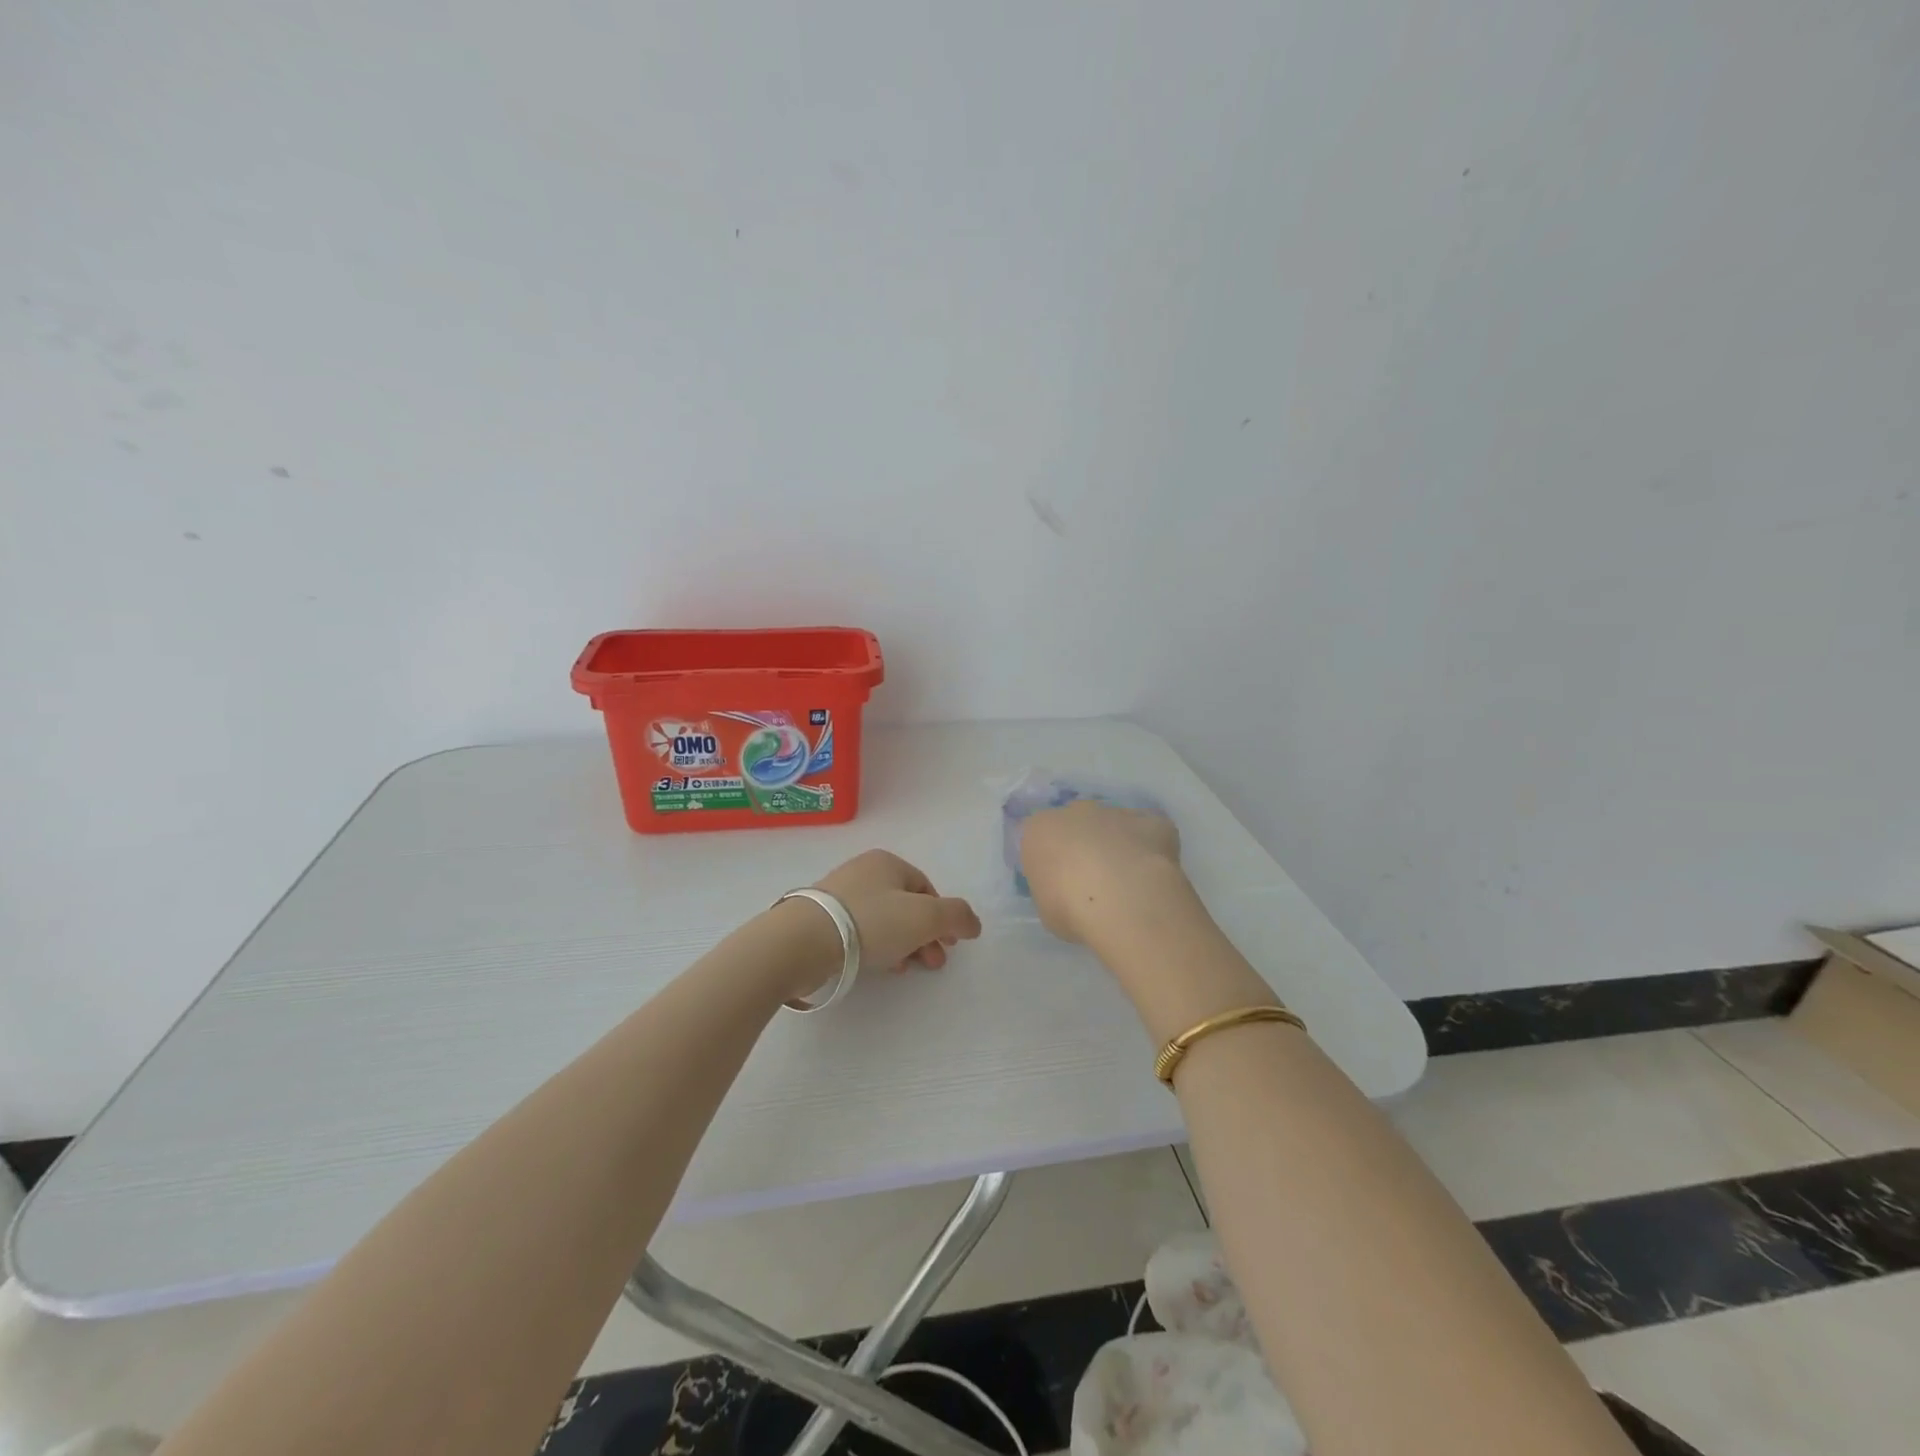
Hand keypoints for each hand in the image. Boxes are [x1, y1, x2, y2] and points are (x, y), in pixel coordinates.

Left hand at [814, 849, 981, 972]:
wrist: (804, 941)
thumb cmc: (872, 921)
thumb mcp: (926, 917)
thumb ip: (956, 916)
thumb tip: (973, 923)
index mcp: (888, 862)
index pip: (926, 887)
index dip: (942, 917)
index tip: (948, 945)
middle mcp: (863, 871)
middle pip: (906, 906)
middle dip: (925, 936)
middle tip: (932, 964)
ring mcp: (839, 894)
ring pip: (884, 921)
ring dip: (903, 945)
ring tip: (906, 970)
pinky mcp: (821, 919)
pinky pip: (860, 932)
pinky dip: (877, 947)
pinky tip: (880, 967)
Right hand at [1017, 800, 1185, 945]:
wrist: (1122, 901)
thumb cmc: (1071, 909)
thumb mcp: (1046, 908)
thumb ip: (1053, 889)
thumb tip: (1067, 892)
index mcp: (1040, 830)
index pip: (1039, 837)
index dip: (1050, 860)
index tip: (1058, 884)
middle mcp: (1076, 811)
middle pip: (1077, 824)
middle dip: (1083, 845)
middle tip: (1092, 880)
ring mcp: (1116, 813)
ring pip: (1114, 824)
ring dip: (1116, 845)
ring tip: (1126, 882)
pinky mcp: (1152, 821)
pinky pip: (1149, 831)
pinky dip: (1150, 847)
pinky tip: (1153, 874)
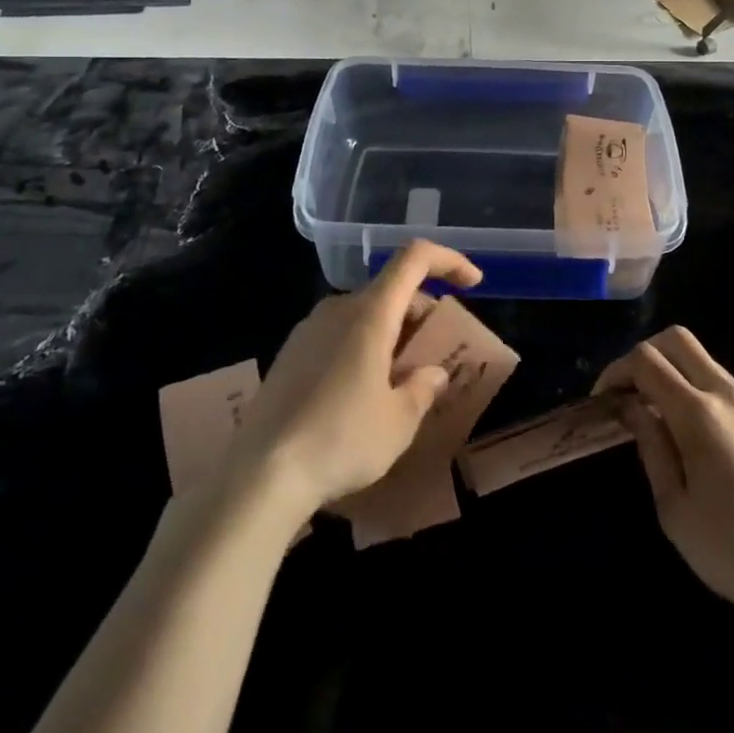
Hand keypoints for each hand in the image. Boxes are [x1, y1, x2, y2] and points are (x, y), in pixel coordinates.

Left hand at [228, 241, 481, 518]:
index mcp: (370, 313)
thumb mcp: (398, 422)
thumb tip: (432, 373)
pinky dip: (364, 346)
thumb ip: (422, 389)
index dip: (448, 261)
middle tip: (437, 354)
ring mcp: (309, 329)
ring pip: (364, 313)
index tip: (473, 284)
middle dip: (422, 312)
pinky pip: (339, 333)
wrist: (260, 474)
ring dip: (393, 332)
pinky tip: (364, 392)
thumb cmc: (341, 439)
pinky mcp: (289, 353)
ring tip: (403, 378)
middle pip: (391, 289)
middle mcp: (338, 308)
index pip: (414, 258)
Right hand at [595, 327, 733, 625]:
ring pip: (705, 362)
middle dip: (645, 354)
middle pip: (677, 340)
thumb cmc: (733, 550)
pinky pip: (727, 389)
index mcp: (699, 413)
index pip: (646, 360)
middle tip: (629, 392)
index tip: (603, 399)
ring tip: (660, 419)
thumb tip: (630, 407)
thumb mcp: (674, 508)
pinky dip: (701, 394)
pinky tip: (700, 440)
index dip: (616, 370)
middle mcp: (728, 395)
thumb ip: (650, 446)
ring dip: (674, 374)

## TASK
Using the data above, which lines fall from the one with "thumb mcp: (926, 917)" through the one with "pinky dip: (701, 394)"? Repeat them exactly, ends included, minus any pictures.

## YOUR RESPONSE
thumb mcp: (926, 917)
thumb ip: (956, 916)
thumb tip: (973, 923)
index mcp: (888, 862)
index pip: (926, 887)
index dip: (942, 917)
index tip: (948, 945)
middle mcp: (863, 871)
middle pip: (906, 906)
middle dip: (925, 936)
middle tip: (932, 964)
ring mcp: (839, 894)
ring pip: (884, 921)
ring dip: (903, 945)
ring tip: (906, 970)
pinky mcp: (821, 919)
pinky pip: (860, 932)
pinky dip: (877, 947)
pinky tip: (880, 967)
Right hand at [1017, 800, 1185, 945]:
wrist: (1122, 901)
thumb cmc: (1071, 909)
thumb mcp: (1046, 908)
thumb ip: (1053, 889)
thumb tip: (1067, 892)
index mcp: (1040, 830)
index pip: (1039, 837)
index dip: (1050, 860)
index tip: (1058, 884)
middle mcp: (1076, 811)
middle pip: (1077, 824)
middle dip: (1083, 845)
middle tip: (1092, 880)
ring mcp: (1116, 813)
ring pip: (1114, 824)
ring dip: (1116, 845)
ring tip: (1126, 882)
pinky mcp: (1152, 821)
pinky pip: (1149, 831)
pinky dip: (1150, 847)
pinky tip: (1153, 874)
Hand keypoints for each hand in the image. Boxes are [x1, y1, x2, y2] and points are (x, y), in pixel coordinates.

Left hand at [228, 241, 481, 518]:
index mcp: (370, 313)
thumb mcp: (398, 422)
thumb tip: (432, 373)
pinky dip: (364, 346)
thumb ip: (422, 389)
index dip: (448, 261)
middle tip: (437, 354)
ring mcp: (309, 329)
ring pip: (364, 313)
index tip: (473, 284)
middle dip: (422, 312)
pinky pip: (339, 333)
wrist: (260, 474)
ring dip: (393, 332)
pinky tip: (364, 392)
thumb cmc: (341, 439)
pinky mcp: (289, 353)
ring tip: (403, 378)
middle pip: (391, 289)
middle mcp: (338, 308)
index pip: (414, 258)
Right hand at [595, 327, 733, 625]:
ring pip: (705, 362)
middle dip: (645, 354)
middle pip: (677, 340)
thumb cmc: (733, 550)
pinky pip: (727, 389)
index mcp: (699, 413)
index pip: (646, 360)
middle tip: (629, 392)
index tip: (603, 399)
ring tip: (660, 419)
thumb tip: (630, 407)
thumb mcp: (674, 508)
pinky dip: (701, 394)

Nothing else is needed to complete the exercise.